- Task item
Reading the records below, count the lines in which the string "image" appears; write the number only.

- Input
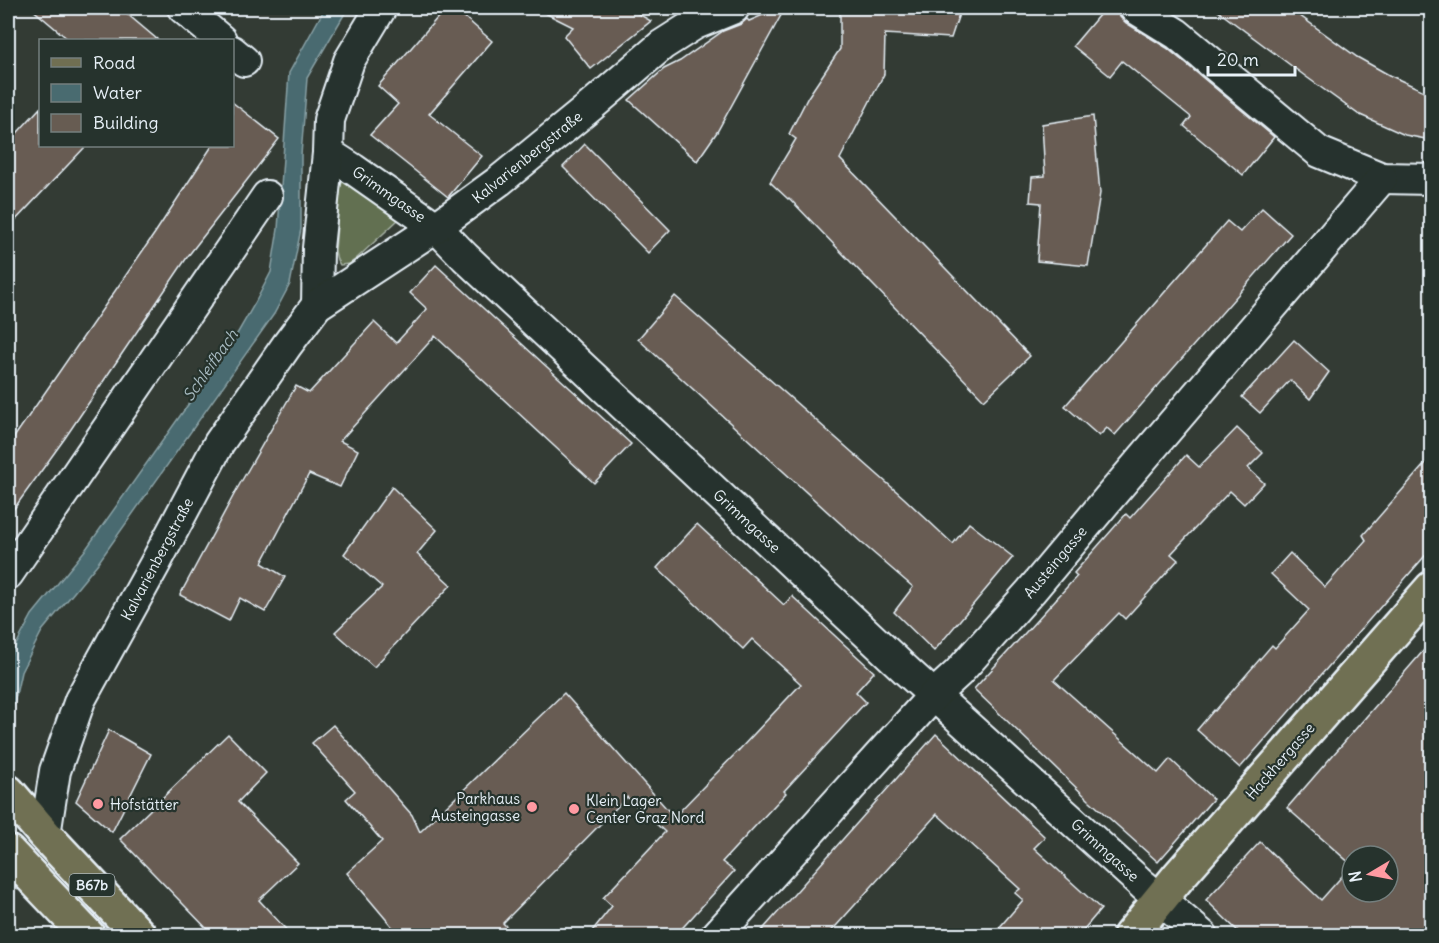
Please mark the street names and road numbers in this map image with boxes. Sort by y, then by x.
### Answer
...
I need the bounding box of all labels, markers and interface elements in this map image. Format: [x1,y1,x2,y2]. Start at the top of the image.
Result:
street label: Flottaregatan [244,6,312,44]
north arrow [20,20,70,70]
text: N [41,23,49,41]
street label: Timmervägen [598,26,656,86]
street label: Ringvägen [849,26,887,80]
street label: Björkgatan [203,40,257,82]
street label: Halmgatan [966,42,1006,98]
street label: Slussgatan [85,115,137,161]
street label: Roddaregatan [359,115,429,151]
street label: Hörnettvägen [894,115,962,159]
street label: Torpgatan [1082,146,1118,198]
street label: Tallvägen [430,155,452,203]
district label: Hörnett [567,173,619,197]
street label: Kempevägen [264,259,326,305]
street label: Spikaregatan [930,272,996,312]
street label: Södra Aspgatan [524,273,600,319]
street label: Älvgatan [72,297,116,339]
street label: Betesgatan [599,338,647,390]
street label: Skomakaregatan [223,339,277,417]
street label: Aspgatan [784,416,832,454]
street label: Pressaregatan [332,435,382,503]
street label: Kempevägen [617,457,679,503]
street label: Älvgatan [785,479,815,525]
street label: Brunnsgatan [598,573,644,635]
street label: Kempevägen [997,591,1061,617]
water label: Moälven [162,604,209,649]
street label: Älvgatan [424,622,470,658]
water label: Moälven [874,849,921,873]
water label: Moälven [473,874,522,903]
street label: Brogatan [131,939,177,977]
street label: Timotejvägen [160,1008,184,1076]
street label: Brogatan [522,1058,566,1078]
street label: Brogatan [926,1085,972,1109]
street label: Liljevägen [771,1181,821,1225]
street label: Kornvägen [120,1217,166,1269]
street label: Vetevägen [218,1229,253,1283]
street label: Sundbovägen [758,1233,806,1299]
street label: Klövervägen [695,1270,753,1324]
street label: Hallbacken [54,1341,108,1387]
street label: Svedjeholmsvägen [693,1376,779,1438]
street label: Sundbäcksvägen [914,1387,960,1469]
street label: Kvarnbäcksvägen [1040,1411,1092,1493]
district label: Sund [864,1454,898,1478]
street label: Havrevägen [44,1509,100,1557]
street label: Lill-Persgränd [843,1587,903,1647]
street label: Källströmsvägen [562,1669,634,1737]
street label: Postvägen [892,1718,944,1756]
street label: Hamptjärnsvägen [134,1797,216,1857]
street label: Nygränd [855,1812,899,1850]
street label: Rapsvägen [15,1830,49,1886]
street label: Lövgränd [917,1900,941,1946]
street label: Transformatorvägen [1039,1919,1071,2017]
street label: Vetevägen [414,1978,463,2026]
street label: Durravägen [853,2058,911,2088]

- Solution to the exercise
2